Why? "He said it was his channel and all of his favorite programs were on it."
So much for the billions that Viacom and Disney have spent branding networks like Nickelodeon, MTV and Toon Disney. TiVo, Frank said, will render that branding "worthless" in the not too distant future. And he believes that, with cable and satellite services packaging DVR capability in their service offerings, DVR penetration could soar to 30 million homes in the next three years from 1 million or 2 million today. That's going to result in a lot of zapped commercials.
Several advertisers are already experimenting with various forms of product placement and other forms of "brand integration" to counteract channel surfing and commercial zapping. The idea is to expose viewers to a product in ways that they can't zap it, won't be offended by it and might, hopefully, even embrace it.
That was certainly the idea behind The Restaurant, a reality show that chronicled the highs and lows of the planning and opening of a trendy New York restaurant last summer.
The show was successful enough that NBC ordered another installment for this spring—minus two of three major sponsors from the first edition. Both American Express and Coors pulled out.
A key reason for their leaving is that NBC values the time at a significantly higher price in the spring, when viewing levels are greater, according to Ben Silverman, who runs Los Angeles-based program packager and producer Reveille Entertainment, which put the show together.
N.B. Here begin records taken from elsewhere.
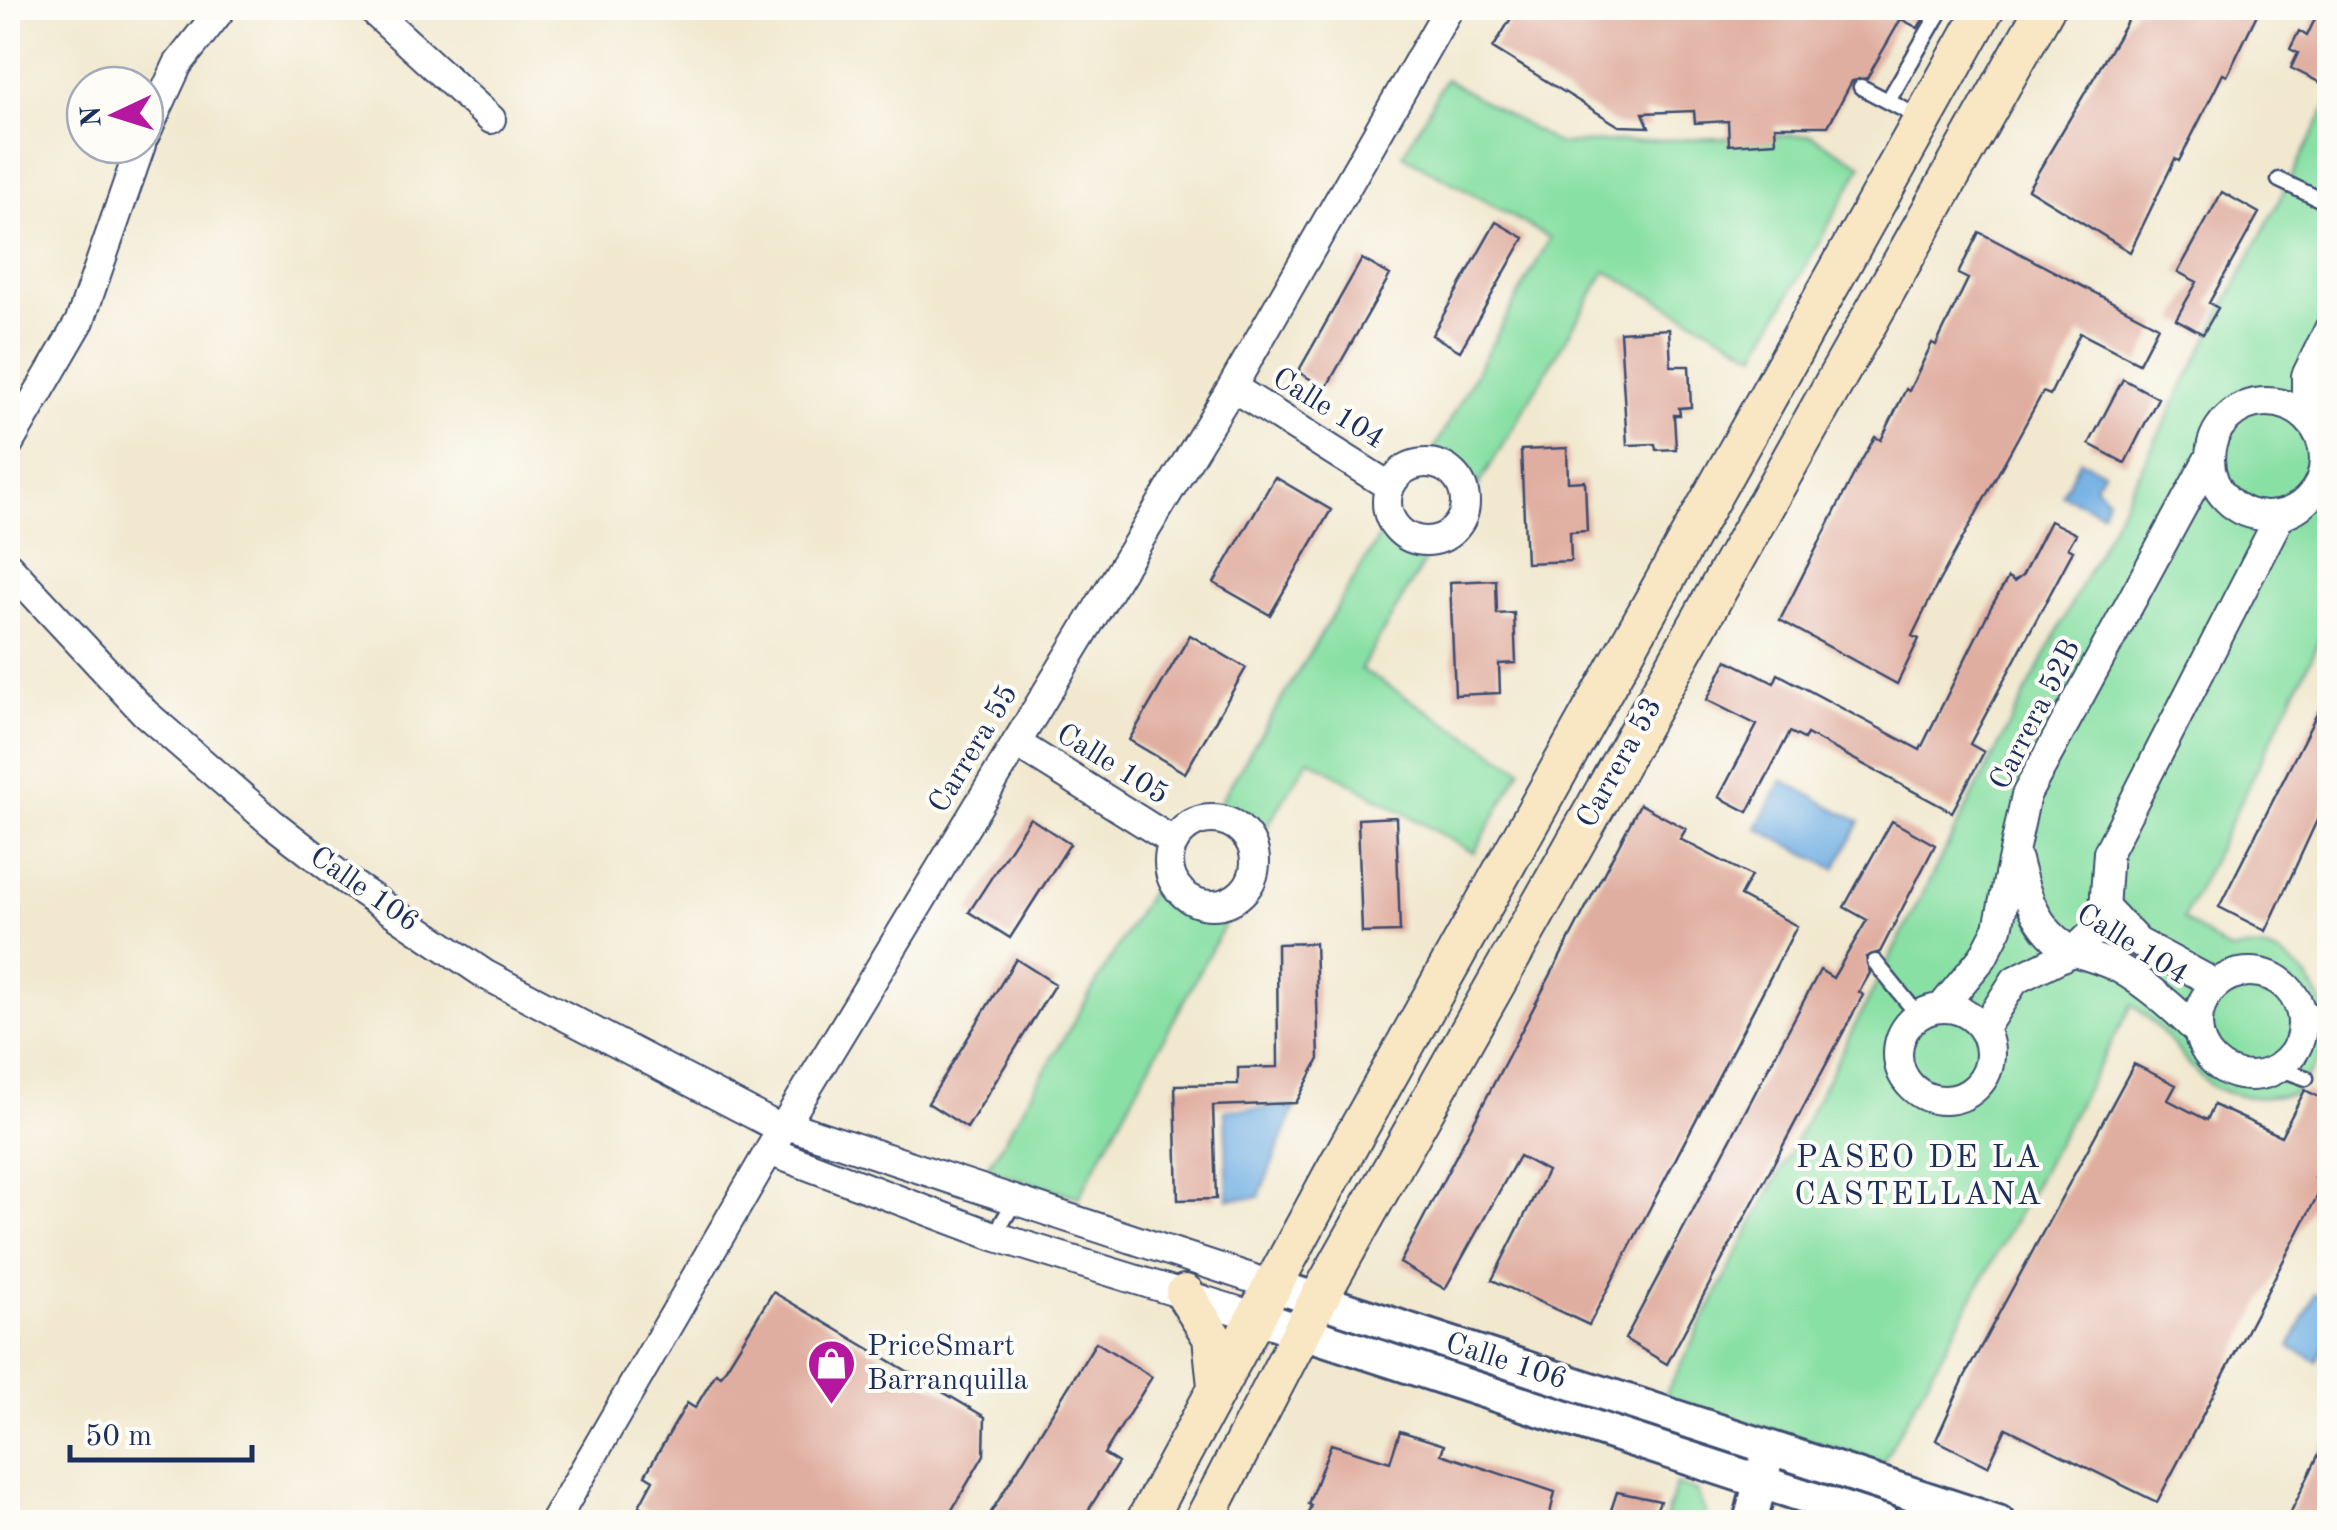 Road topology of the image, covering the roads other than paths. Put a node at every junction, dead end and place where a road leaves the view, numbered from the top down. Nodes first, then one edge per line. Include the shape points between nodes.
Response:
1 (222, 8) edge
2 (370, 8) edge
3 (1449, 8) edge
4 (1942, 8) edge
5 (1985, 8) edge
6 (2046, 8) edge
7 (1943, 42) junction
8 (1862, 87) dead end
9 (165, 92) edge
10 (1888, 102) junction
11 (490, 119) dead end
12 (1922, 120) junction
13 (134, 165) edge
14 (2278, 180) dead end
15 (2330, 204) edge
16 (2330, 327) edge
17 (2306, 376) junction
18 (1232, 387) junction
19 (2268, 402) junction
20 (2306, 417) junction
21 (8, 445) edge
22 (2210, 456) junction
23 (2326, 459) edge
24 (1389, 486) dead end
25 (2322, 494) edge
26 (2281, 514) junction
27 (8, 566) edge
28 (1016, 743) junction
29 (1174, 842) dead end
30 (2015, 854) junction
31 (2107, 909) junction
32 (2074, 951) junction
33 (1875, 962) dead end
34 (2216, 984) junction
35 (1930, 1011) junction
36 (1983, 1030) junction
37 (2199, 1033) junction
38 (2278, 1068) junction
39 (813, 1078) junction
40 (2306, 1078) dead end
41 (780, 1135) junction
42 (870, 1154) junction
43 (1015, 1201) junction
44 (994, 1236) junction
45 (1185, 1294) junction
46 (1263, 1300) junction
47 (1310, 1316) junction
48 (1216, 1388) junction
49 (1766, 1446) junction
50 (1806, 1460) junction
51 (1763, 1482) junction
52 (1791, 1508) edge
53 (554, 1522) edge
54 (1145, 1522) edge
55 (1204, 1522) edge
56 (1750, 1522) edge
57 (1884, 1522) edge
58 (1998, 1522) edge

1 - 9 street via 178,64
2 - 11 street
3 - 18 street, Carrera 55
4 - 7 lane
5 - 7 main road, Carrera 53
6 - 47 main road, Carrera 53
7 - 10 lane
7 - 12 main road, Carrera 53
8 - 10 lane
10 - 12 lane
12 - 46 main road, Carrera 53
13 - 21 street via 80,321
14 - 15 lane
16 - 17 street
17 - 19 street
17 - 20 street
18 - 24 street, Calle 104
18 - 28 street, Carrera 55
19 - 20 street
19 - 22 street via 2234,411 2221,423
20 - 23 street
22 - 26 street via 2212,474 2230,504 2264,516
22 - 30 street, Carrera 52B via 2026,795
23 - 25 street
25 - 26 street
26 - 31 street via 2108,852
27 - 41 street, Calle 106 via 145,712 347,881 486,975
28 - 29 street, Calle 105
28 - 39 street, Carrera 55
30 - 32 street, Calle 104 via 2031,908
30 - 35 street, Carrera 52B via 1998,928 1983,957
31 - 32 street, Carrera 52B via 2096,932
31 - 34 street, Calle 104 via 2138,942
32 - 36 street, Carrera 52B via 2015,980
32 - 37 street, Calle 104 via 2150,987
33 - 35 lane
34 - 37 street, Calle 104 via 2205,998
34 - 38 street, Calle 104 via 2245,972 2275,978 2312,1012 2298,1045
35 - 36 street via 1966,1013
35 - 36 street, Carrera 52B via 1902,1034 1898,1060 1908,1084 1928,1098 1953,1100 1976,1088 1990,1054
37 - 38 street, Calle 104 via 2215,1063 2230,1072 2263,1075
38 - 40 lane
39 - 41 street, Carrera 55
39 - 42 street, Calle 106 via 827,1125
41 - 42 street, Calle 106
41 - 44 street, Calle 106
41 - 53 street, Carrera 55
42 - 43 street, Calle 106
43 - 44 lane
43 - 46 street, Calle 106
44 - 45 street, Calle 106
45 - 46 street, Calle 106
45 - 48 main road via 1212,1338
46 - 47 street, Calle 106
46 - 48 main road, Carrera 53
47 - 49 street, Calle 106
47 - 51 street, Calle 106
47 - 55 main road, Carrera 53
48 - 54 main road, Carrera 53
49 - 50 street, Calle 106
49 - 51 street
50 - 52 street
50 - 58 street, Calle 106
51 - 52 street, Calle 106
51 - 56 street
52 - 57 street, Calle 106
But Mitsubishi is back as the auto sponsor. The rest of the available time will be sold as spots by NBC, another partner in the show. Other partners are Magna Global, the ad agency that brought the three main sponsors in, and producer Mark Burnett.
Robert Riesenberg, who oversaw Magna Global Entertainment when Silverman pitched him the Restaurant
project said the end result was a "very positive experience" for the sponsors. Viewer surveys indicated "high recall and a positive attitude" toward the sponsorships, said Riesenberg, now with Omnicom.
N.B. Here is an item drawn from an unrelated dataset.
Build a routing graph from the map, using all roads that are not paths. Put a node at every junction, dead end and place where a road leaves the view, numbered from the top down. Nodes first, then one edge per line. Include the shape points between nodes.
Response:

Still, there's resistance to product integration from producers and sometimes from network sales departments.
Jeff Gaspin, president, Bravo, and executive vice president, alternative programming, NBC, said a lot of producers "simply don't know the process" of product integration and don't care to learn. "I think some producers are concerned they are going to have to be beholden to the advertiser."
Network sales teams, Silverman said, resist product-integration efforts, particularly when it comes to the bread-and-butter formats like comedies and dramas. "The ad-sales people don't want other people in their business selling the ads. I've personally found, on the scripted [entertainment] side, I'm getting much more resistance than on the alternative-programming side." But, over time, he added, resistance will probably break down as new ways of doing business become more accepted.